### GOAL OF THE EXERCISE
Show me every line in the listing that has the word "edges".

### DATA RECORDS
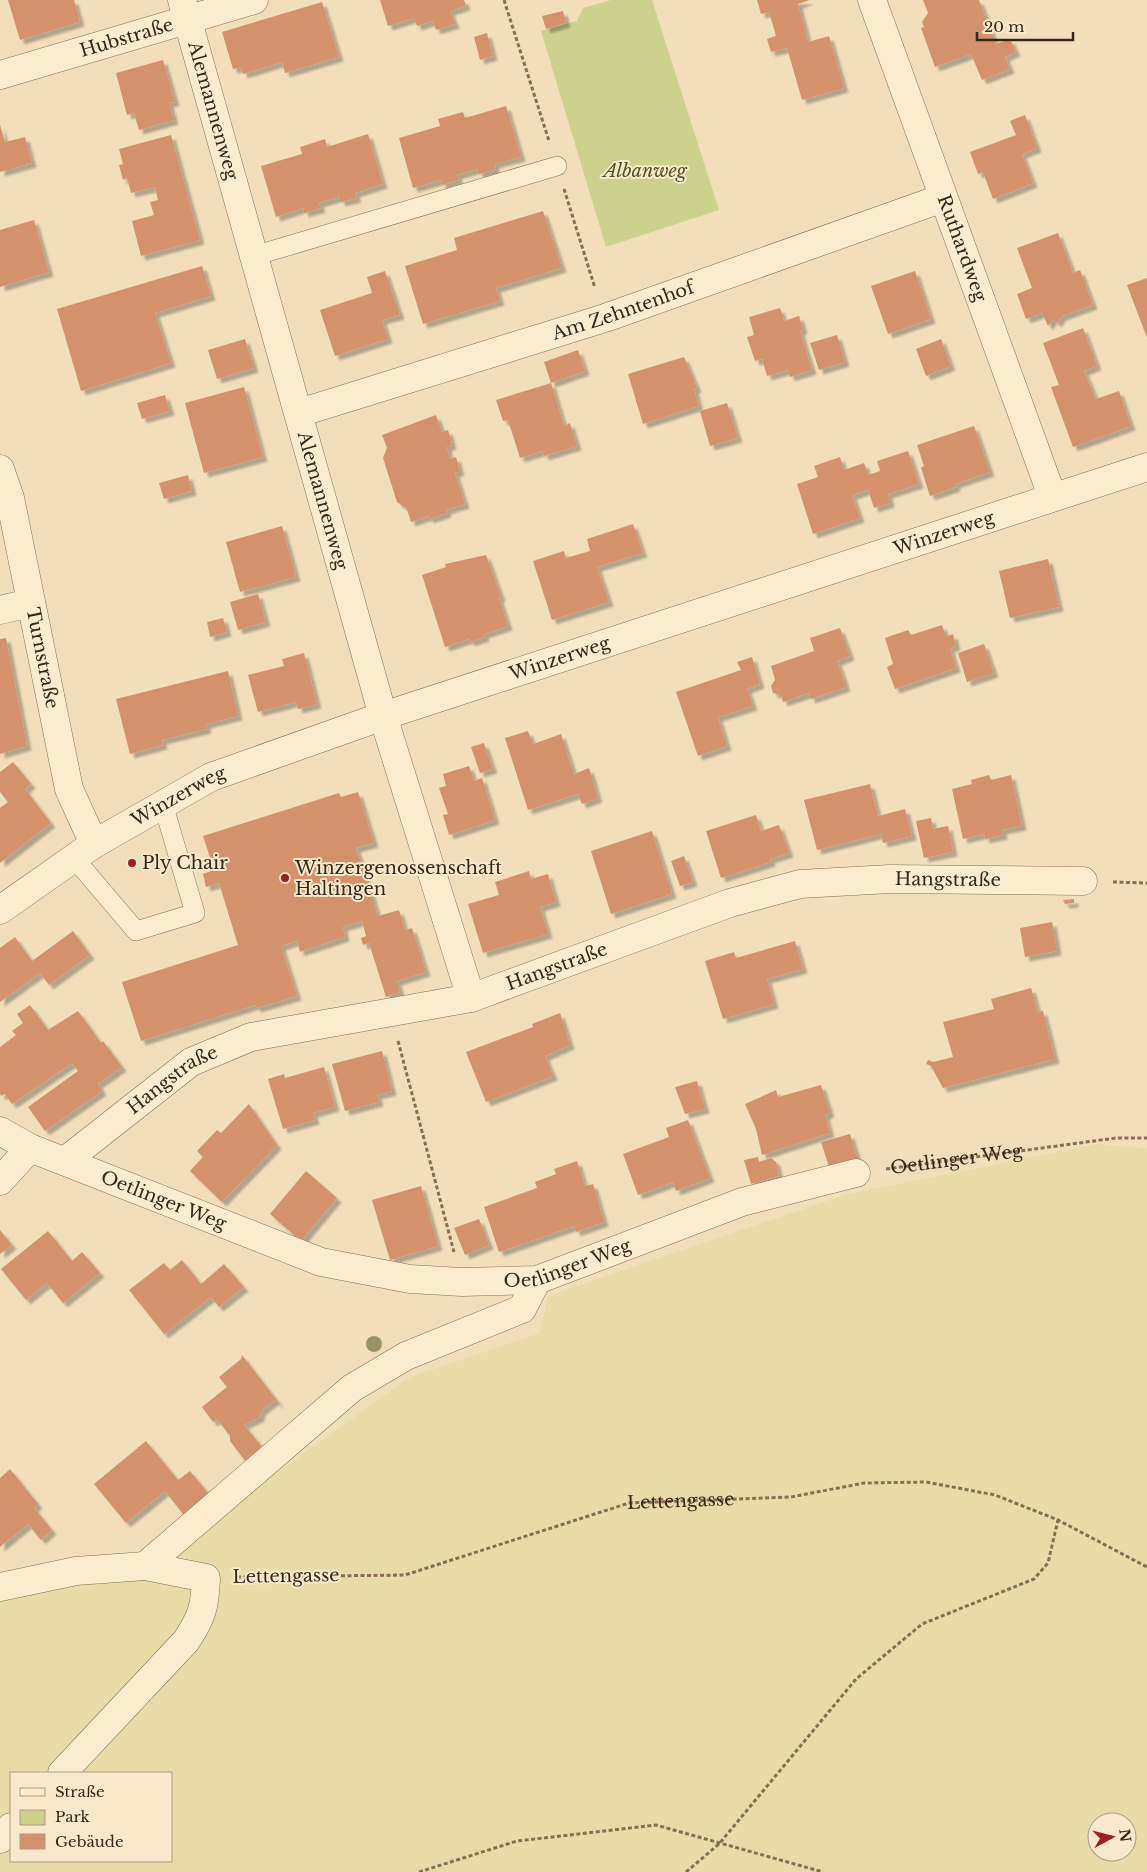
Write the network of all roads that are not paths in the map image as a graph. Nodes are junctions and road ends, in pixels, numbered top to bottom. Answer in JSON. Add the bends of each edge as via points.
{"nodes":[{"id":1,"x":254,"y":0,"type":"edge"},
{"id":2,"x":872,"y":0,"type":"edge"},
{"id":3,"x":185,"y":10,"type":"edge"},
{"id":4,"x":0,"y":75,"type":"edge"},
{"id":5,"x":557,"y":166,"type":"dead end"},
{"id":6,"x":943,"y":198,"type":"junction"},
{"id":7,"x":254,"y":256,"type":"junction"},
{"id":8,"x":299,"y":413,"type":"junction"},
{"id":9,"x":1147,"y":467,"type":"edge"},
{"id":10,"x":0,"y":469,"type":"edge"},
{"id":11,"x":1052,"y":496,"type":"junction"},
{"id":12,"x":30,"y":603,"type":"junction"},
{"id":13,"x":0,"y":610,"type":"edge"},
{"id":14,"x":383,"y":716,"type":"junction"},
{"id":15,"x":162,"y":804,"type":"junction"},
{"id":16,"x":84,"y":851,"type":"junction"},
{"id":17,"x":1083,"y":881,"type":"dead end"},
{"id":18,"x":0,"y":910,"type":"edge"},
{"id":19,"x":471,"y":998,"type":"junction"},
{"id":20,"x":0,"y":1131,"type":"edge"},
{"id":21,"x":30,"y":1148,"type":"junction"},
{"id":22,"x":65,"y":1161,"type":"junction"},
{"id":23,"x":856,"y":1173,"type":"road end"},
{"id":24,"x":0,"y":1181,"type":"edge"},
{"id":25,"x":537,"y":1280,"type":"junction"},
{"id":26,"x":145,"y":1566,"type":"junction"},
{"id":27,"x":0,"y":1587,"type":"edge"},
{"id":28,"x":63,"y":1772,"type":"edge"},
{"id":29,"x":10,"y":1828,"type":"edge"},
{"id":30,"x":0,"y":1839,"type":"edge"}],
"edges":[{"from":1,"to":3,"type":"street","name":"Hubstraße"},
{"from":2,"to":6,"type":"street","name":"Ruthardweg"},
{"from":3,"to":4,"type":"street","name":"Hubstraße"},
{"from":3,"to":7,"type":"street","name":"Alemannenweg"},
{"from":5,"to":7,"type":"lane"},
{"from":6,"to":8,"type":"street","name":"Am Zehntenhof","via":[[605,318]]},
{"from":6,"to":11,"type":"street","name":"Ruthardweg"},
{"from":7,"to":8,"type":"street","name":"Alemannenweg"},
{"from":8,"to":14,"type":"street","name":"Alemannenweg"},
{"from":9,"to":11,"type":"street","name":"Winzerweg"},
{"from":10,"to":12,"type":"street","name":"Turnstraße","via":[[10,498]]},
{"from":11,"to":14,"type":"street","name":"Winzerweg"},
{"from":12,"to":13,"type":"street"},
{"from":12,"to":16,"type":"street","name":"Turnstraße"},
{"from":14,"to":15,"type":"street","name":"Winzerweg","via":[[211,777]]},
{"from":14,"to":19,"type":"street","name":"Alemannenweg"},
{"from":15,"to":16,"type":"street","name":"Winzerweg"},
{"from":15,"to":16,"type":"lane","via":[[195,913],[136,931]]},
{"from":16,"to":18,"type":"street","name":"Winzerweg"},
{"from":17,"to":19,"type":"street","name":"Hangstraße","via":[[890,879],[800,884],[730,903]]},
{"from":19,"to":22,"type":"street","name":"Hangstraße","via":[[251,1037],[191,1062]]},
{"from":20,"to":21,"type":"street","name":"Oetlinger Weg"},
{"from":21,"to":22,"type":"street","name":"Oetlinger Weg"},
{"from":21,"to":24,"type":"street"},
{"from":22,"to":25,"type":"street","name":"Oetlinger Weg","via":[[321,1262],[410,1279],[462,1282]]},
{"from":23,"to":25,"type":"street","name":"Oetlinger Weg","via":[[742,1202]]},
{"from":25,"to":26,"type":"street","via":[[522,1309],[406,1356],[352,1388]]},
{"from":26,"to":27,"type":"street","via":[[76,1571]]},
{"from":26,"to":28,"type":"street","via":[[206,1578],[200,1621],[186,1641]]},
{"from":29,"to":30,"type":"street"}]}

* * *

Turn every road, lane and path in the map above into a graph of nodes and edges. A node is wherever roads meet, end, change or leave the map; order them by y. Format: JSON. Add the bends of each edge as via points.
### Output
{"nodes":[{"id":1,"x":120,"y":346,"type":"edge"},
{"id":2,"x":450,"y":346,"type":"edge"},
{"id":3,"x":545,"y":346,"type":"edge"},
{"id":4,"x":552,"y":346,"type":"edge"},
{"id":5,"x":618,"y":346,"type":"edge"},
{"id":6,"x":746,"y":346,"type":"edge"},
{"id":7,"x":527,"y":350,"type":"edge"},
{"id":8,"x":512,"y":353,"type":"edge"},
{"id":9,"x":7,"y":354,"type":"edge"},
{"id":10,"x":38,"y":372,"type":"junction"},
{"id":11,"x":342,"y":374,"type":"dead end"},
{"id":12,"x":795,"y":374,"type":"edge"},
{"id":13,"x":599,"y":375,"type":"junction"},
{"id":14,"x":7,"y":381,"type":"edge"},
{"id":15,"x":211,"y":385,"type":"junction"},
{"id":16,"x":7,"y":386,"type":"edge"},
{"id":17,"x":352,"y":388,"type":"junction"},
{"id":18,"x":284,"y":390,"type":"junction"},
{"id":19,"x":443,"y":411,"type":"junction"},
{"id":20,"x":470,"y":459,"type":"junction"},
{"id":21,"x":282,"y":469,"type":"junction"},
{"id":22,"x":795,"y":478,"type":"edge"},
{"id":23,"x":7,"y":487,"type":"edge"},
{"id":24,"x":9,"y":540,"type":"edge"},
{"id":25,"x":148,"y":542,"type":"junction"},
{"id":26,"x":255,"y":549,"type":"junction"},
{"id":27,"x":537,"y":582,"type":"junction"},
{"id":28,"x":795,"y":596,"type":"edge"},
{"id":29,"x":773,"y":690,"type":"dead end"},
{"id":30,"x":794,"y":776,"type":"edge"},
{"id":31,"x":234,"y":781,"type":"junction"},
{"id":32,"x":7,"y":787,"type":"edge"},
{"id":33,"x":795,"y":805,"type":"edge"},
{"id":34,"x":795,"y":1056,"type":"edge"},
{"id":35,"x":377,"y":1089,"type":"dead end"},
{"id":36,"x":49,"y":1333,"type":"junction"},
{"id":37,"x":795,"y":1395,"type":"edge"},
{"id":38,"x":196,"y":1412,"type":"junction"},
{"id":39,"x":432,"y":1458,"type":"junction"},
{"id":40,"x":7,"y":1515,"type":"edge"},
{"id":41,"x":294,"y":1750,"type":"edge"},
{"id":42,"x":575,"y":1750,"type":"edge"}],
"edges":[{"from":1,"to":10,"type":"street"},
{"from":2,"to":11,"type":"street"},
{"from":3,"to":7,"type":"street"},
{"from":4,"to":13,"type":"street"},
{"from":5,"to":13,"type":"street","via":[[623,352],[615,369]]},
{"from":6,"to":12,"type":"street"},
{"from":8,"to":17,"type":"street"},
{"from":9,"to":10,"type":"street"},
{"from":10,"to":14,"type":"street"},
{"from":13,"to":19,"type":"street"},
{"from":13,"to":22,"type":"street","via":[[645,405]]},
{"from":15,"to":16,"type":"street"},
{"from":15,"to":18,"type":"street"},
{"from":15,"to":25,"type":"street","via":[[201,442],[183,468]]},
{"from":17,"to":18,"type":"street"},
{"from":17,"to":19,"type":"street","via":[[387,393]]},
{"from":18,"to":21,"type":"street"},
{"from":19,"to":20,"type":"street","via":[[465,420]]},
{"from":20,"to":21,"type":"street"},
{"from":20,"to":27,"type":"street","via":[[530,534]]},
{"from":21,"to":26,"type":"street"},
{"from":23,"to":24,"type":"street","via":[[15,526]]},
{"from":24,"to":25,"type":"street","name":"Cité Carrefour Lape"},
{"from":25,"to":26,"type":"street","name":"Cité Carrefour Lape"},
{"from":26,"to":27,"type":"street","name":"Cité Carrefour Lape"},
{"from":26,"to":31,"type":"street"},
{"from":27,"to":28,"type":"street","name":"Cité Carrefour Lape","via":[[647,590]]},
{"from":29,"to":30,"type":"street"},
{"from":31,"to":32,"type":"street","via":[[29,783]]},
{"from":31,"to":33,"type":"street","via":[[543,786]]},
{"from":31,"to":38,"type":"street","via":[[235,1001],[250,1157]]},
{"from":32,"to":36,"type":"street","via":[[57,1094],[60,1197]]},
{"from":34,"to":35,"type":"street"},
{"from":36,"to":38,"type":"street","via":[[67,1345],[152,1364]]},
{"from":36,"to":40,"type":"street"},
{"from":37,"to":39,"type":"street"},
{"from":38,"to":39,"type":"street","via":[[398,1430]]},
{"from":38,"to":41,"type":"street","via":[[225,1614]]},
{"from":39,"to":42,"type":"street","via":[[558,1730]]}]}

### ANSWER SPACE
"edges":[{"from":1,"to":3,"type":"street","name":"Hubstraße"},
Turn every road, lane and path in the map above into a graph of nodes and edges. A node is wherever roads meet, end, change or leave the map; order them by y. Format: JSON. Add the bends of each edge as via points.
"edges":[{"from":1,"to":10,"type":"street"},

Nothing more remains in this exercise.